Il giudice per le udienze preliminari ha preso in esame il caso, che rivela come un commerciante di via Epomeo sia stato costretto a pagare fino a 15mila euro in diverse rate sotto minaccia. Queste pratiche estorsive non sono isolate, ma parte di una strategia di radicamento criminale che ha visto i cittadini, indicati come vittime dalla Direzione Distrettuale Antimafia (Dda) di Napoli, sottomessi a tassi usurari e pressioni continue.

La nota più triste di questa vicenda è l’assenza in aula delle presunte vittime, i “cittadini innocenti” che hanno subito intimidazioni e minacce. Questo silenzio è indicativo dell’atmosfera di paura che regna in alcune aree di Napoli, dove l’omertà sembra ancora prevalere. Nonostante la gravità delle accuse, nessuna delle vittime ha voluto presentarsi per rivendicare il proprio status di parte offesa.

Il processo vede anche la costituzione di parte civile da parte del Comune di Napoli e della Presidenza del Consiglio, oltre che dell’associazione Sos Impresa, rappresentata dall’avvocato Alessandro Motta. Questi soggetti cercano di sostenere il procedimento giudiziario e di offrire supporto alle vittime, spesso lasciate sole a fronteggiare la criminalità organizzata.

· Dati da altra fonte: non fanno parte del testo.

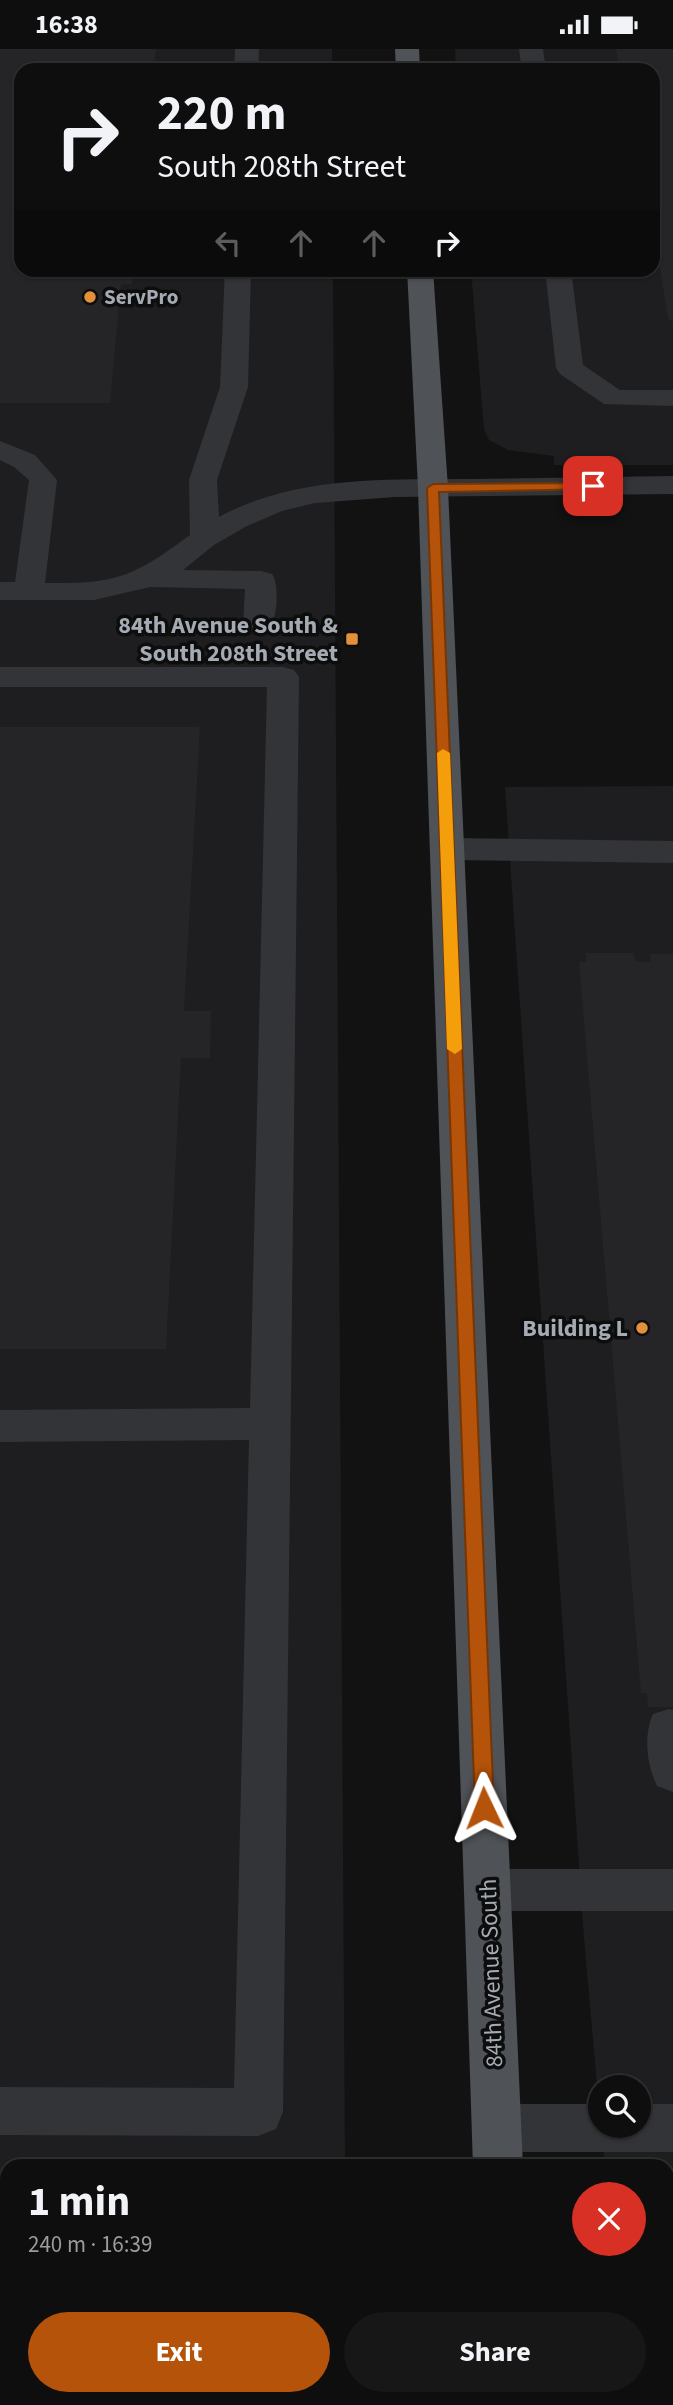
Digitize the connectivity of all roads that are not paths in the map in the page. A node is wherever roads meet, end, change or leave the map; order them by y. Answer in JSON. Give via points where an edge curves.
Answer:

L’udienza è stata occasione per gli avvocati di delineare le strategie difensive, con alcuni imputati che hanno optato per il rito abbreviato, sperando in una riduzione della pena. Tuttavia, il clima di tensione non diminuisce, come dimostrano episodi recenti di violenza nella stessa area, tra cui un raid in un parco giochi che ha visto una madre ferita mentre si prendeva cura della figlia.

Il caso continuerà a giugno, con il ritorno in aula e l’attesa delle richieste di condanne per coloro che hanno scelto di essere giudicati con il rito abbreviato. Intanto, il verdetto duro contro il clan Sorianiello, emesso nello stesso periodo, conferma l’esistenza di una rete criminale ben strutturata, capace di imporre il proprio dominio attraverso la violenza e l’intimidazione.

Questo processo non è solo un’esposizione delle dinamiche criminali di Napoli ovest, ma anche un esame della capacità della giustizia di proteggere i cittadini e di affermare l’autorità dello Stato in zone dove la legge sembra avere poco potere. Le conseguenze di questo processo saranno cruciali per la lotta alla camorra e potrebbero segnare un punto di svolta nella ripresa di controllo civile nelle aree più turbolente della città.